フロントワイドカーブは、よりマストが立てやすくアンダーになっても走り続けたいセイラーにむいている。マストが立つことによって、自然にセイルを引き込むことができ、より効率的に風を受けることができるためアンダーコンディションにおいても艇速を維持しやすくなるのだ。ウェイブではスモールサイズのセイルをチョイスして、ジャスト〜アンダーコンディションでのセイリングが多いため、フロントワイドの方が走らせやすく、さらにアクションにもメリットが多いため短めのブームには、フロントワイドカーブが採用されている。
一方、レースではビッグサイズのセイルを使い、ややオーバーコンディションでスピードを求めるため、フロントワイドではコントロールがシビアになってしまうことがある。特にオーバーコンディションにおいてマストが立ちすぎてしまい、引き込みも強まるため急なブローへの対応が困難になるなどリスクを伴うのだ。このため、長めのブームにはスタンダードカーブが採用された。
いずれのタイプも、石井・本橋・鎌田・大坪といった日本を代表するプロライダーたちによる実践からのフィードバックを経て改良を重ね開発されている。このため、低価格を維持しながら、ブームカーブはもちろん、日本人の手にもっともなじむ径の採用や、アダプタなしてSDMとRDMに対応するブームジョー・インやダブルピンロックシステムなど随所にこだわりと高い機能性を持ったブームに仕上がっている。
IMPRESSION / チームライダー大坪大輔(J-117)に聞く
スタンダードカーブをチョイスしてジャパンサーキットはもちろんワールドカップにも積極的に参戦する大坪プロにプロラインブームの特徴を聞いた。
「他のブームよりちょっとたわむ感じはありますが、レーで使用してもまったく問題ありません。
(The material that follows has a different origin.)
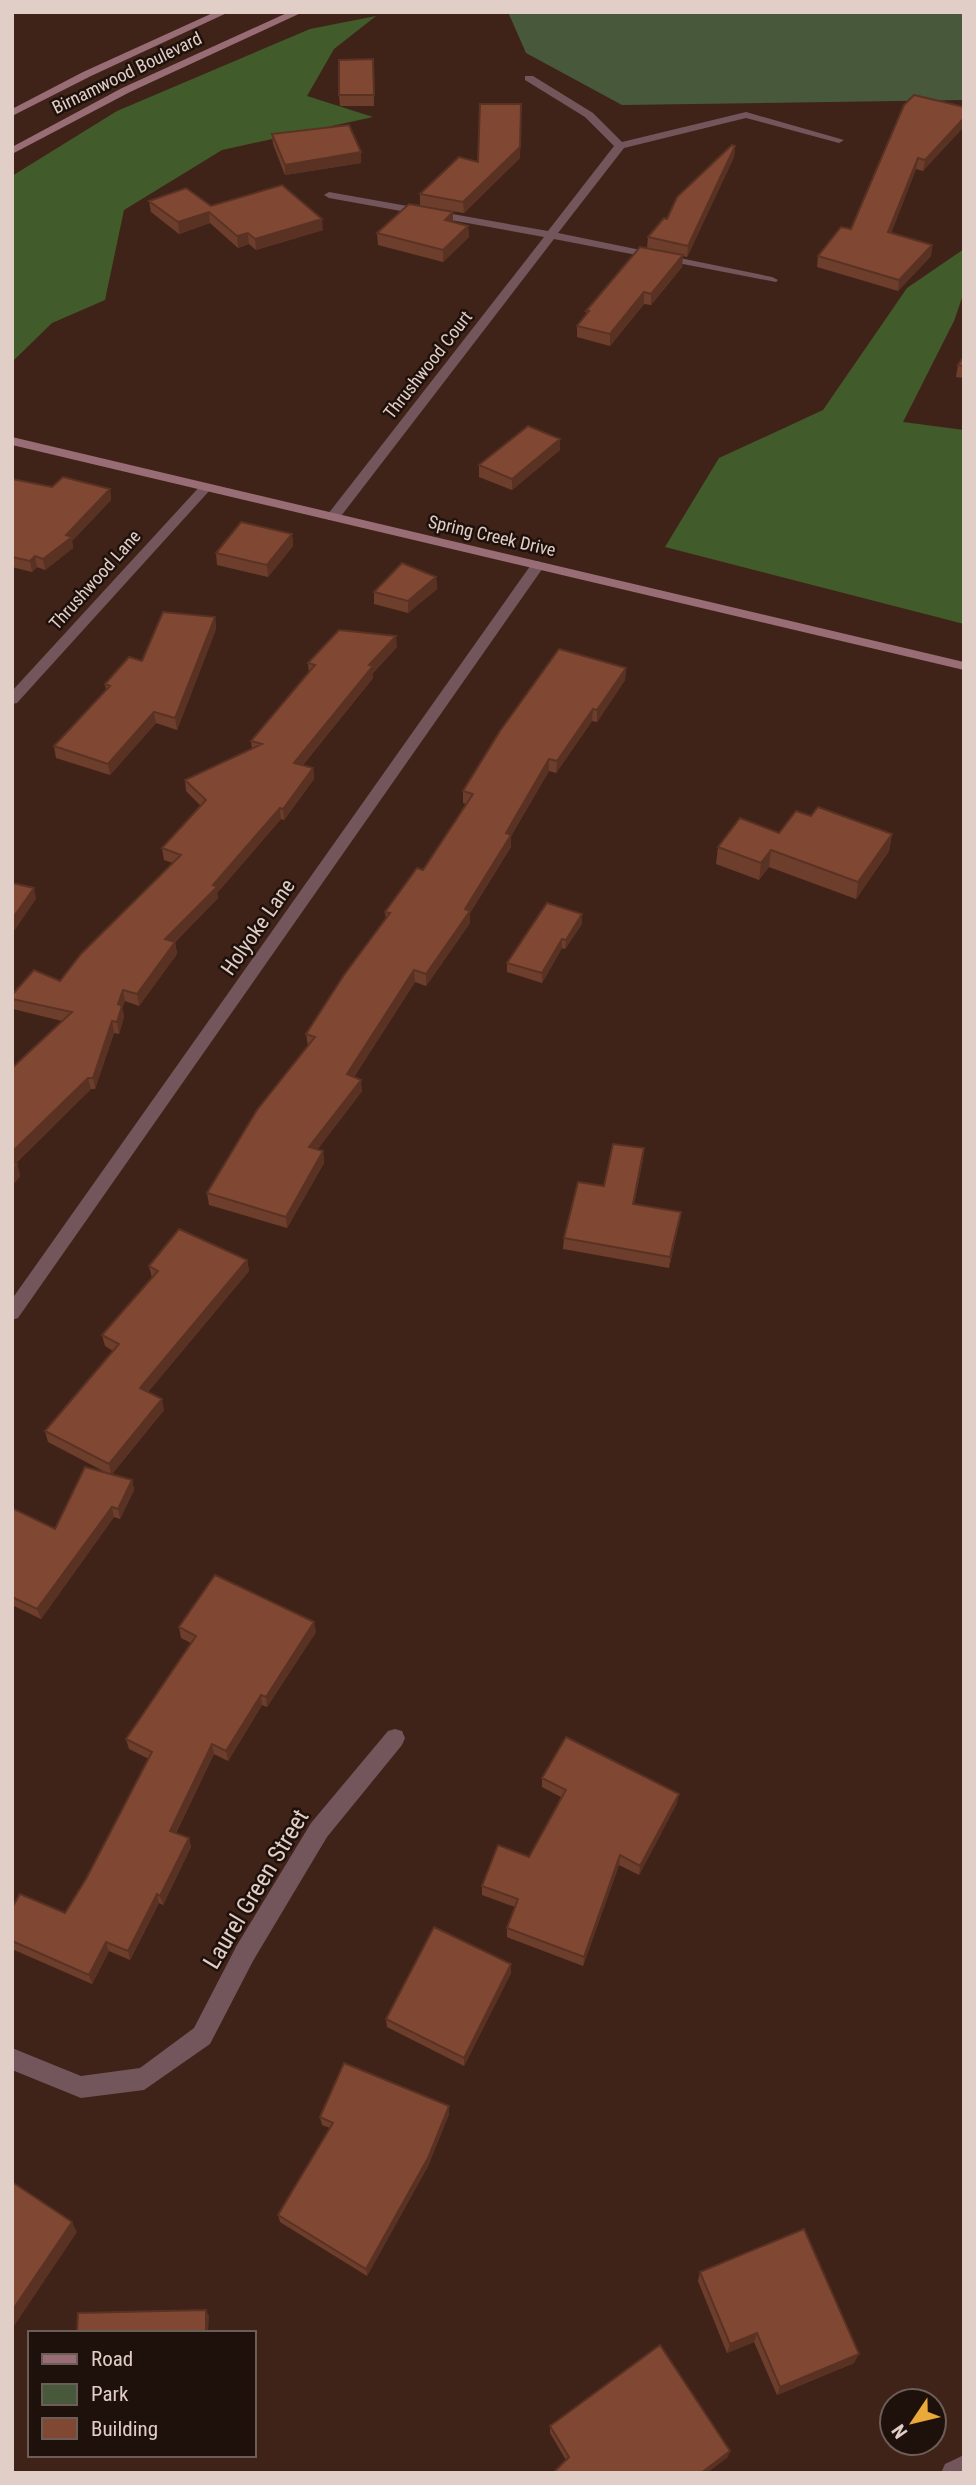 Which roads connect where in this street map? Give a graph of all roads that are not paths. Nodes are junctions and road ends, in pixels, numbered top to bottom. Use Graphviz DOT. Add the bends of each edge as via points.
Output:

むしろ硬すぎるブームはブローが入ったときの反応がダイレクトすぎるので、それに比べると余裕が生まれるのでかえって乗りやすく感じます。このフィーリングは一般のセイラーにも大きなメリットとなるはずです」
●ナローカーブをチョイスしたのは?
「はっきり言って好みです。ただレースではできるだけ大きなセイルをチョイスするので、オーバーセイルを余儀なくされます。そのときにフロントワイドだとマストが立ちすぎて、自動的に引き込まれてしまう感覚があるので、不意のブローでパワーを逃がしたいときなどにコントロールが難しく、レースでは使いにくいですね。それからスタンダードカーブはフロントワイドに比べて、セイルのドラフト位置を調節しやすいと思います」
●おすすめのポイントは?
「僕の使っているスタンダードカーブは、セイルの近くに乗れるためコントロールしやすく、またグリップ径も細いので、女性ユーザーからも好評です。それに何より安い!」
大坪大輔 J-117
2008年アマチュアスラローム選手権での優勝機にプロとしての活動を開始し、ジャパンサーキットはもちろんワールドカップにも積極的に参戦。チームWIMの一員としてRRD、プロラインブーム・ジョイントのテスト・開発を行う。